* YOUR OBJECTIVE
Working from the entries below, give again each line from the first through the one containing "wrist: (1226, 847)", exactly and with nothing else.

START EXCERPTED RECORDS

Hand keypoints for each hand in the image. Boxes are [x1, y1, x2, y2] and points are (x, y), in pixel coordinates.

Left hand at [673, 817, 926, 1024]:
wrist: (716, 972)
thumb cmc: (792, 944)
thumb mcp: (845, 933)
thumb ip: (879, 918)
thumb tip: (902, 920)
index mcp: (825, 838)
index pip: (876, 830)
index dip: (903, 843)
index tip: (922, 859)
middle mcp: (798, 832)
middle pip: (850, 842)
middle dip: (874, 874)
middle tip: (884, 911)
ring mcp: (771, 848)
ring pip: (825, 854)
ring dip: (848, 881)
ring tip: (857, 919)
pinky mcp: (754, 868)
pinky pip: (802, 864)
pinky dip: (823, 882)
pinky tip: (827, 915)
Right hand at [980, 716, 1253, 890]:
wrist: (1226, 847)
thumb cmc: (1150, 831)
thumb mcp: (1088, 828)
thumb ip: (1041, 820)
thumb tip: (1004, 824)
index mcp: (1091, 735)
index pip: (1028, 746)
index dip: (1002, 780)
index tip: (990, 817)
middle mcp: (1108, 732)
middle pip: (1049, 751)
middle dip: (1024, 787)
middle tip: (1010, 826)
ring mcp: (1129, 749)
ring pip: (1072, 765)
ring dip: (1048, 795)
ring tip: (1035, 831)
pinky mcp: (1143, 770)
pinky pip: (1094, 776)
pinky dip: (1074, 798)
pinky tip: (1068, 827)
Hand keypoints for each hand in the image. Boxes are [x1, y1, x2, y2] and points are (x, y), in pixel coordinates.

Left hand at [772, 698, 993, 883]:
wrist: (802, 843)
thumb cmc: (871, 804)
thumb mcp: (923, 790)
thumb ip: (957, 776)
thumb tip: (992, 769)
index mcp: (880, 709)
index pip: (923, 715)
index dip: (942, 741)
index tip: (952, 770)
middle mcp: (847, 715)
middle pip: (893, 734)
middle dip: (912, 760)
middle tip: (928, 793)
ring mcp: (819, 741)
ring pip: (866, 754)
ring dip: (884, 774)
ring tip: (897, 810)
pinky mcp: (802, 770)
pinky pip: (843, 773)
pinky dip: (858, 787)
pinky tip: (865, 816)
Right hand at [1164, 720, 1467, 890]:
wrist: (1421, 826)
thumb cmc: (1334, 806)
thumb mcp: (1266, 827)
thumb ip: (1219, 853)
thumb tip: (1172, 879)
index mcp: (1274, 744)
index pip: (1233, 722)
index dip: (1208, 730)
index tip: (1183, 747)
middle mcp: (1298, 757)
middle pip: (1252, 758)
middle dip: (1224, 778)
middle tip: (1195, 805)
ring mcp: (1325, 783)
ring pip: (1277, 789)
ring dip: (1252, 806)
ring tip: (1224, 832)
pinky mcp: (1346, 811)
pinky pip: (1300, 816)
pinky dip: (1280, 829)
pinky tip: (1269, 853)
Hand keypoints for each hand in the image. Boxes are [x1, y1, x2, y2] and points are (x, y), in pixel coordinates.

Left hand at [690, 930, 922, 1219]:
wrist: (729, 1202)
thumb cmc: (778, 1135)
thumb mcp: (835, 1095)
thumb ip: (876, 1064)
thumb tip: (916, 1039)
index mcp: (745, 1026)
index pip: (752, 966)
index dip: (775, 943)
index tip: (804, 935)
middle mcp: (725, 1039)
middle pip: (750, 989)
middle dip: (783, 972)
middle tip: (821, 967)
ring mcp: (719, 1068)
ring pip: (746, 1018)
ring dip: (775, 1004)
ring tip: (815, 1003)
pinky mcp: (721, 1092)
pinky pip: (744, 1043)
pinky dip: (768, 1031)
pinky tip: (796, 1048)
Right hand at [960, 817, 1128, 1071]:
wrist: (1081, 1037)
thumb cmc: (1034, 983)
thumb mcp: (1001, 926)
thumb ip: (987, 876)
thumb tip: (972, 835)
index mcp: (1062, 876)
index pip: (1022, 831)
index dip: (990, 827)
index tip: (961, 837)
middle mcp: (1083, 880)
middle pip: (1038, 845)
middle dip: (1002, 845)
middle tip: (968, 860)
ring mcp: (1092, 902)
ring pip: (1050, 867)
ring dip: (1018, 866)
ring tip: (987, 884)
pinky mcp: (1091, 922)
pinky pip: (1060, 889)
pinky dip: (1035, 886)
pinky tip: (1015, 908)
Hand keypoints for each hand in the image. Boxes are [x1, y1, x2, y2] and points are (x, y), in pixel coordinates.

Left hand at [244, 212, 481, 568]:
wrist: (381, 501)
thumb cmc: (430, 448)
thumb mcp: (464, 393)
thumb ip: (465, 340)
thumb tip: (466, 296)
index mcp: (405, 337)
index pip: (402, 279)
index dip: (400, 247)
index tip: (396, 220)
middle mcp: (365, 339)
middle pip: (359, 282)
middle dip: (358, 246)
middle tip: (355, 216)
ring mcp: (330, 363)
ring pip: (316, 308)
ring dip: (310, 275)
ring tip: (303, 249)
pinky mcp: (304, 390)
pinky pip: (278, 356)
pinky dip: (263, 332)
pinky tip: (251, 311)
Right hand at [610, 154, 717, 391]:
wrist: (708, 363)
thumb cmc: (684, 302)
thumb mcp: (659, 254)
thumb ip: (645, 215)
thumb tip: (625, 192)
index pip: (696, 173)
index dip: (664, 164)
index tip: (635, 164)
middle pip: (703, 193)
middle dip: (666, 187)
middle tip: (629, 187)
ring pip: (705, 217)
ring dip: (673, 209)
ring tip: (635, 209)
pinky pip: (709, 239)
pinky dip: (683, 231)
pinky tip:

END EXCERPTED RECORDS

* THE COMPLETED TASK
Hand keypoints for each hand in the image. Boxes are [x1, y1, x2, y2] and points are (x, y), in pixel coordinates.

Left hand at [673, 817, 926, 1024]:
wrist: (716, 972)
thumb cmc: (792, 944)
thumb mcp: (845, 933)
thumb ip: (879, 918)
thumb tip: (902, 920)
index mcp: (825, 838)
index pip: (876, 830)
index dip: (903, 843)
index tip: (922, 859)
middle mcp: (798, 832)
middle pip: (850, 842)
middle dip: (874, 874)
middle tip: (884, 911)
ring mcp: (771, 848)
ring pip: (825, 854)
ring dip: (848, 881)
ring tip: (857, 919)
pinky mcp: (754, 868)
pinky pip: (802, 864)
pinky dip: (823, 882)
pinky tip: (827, 915)
Right hand at [980, 716, 1253, 890]:
wrist: (1226, 847)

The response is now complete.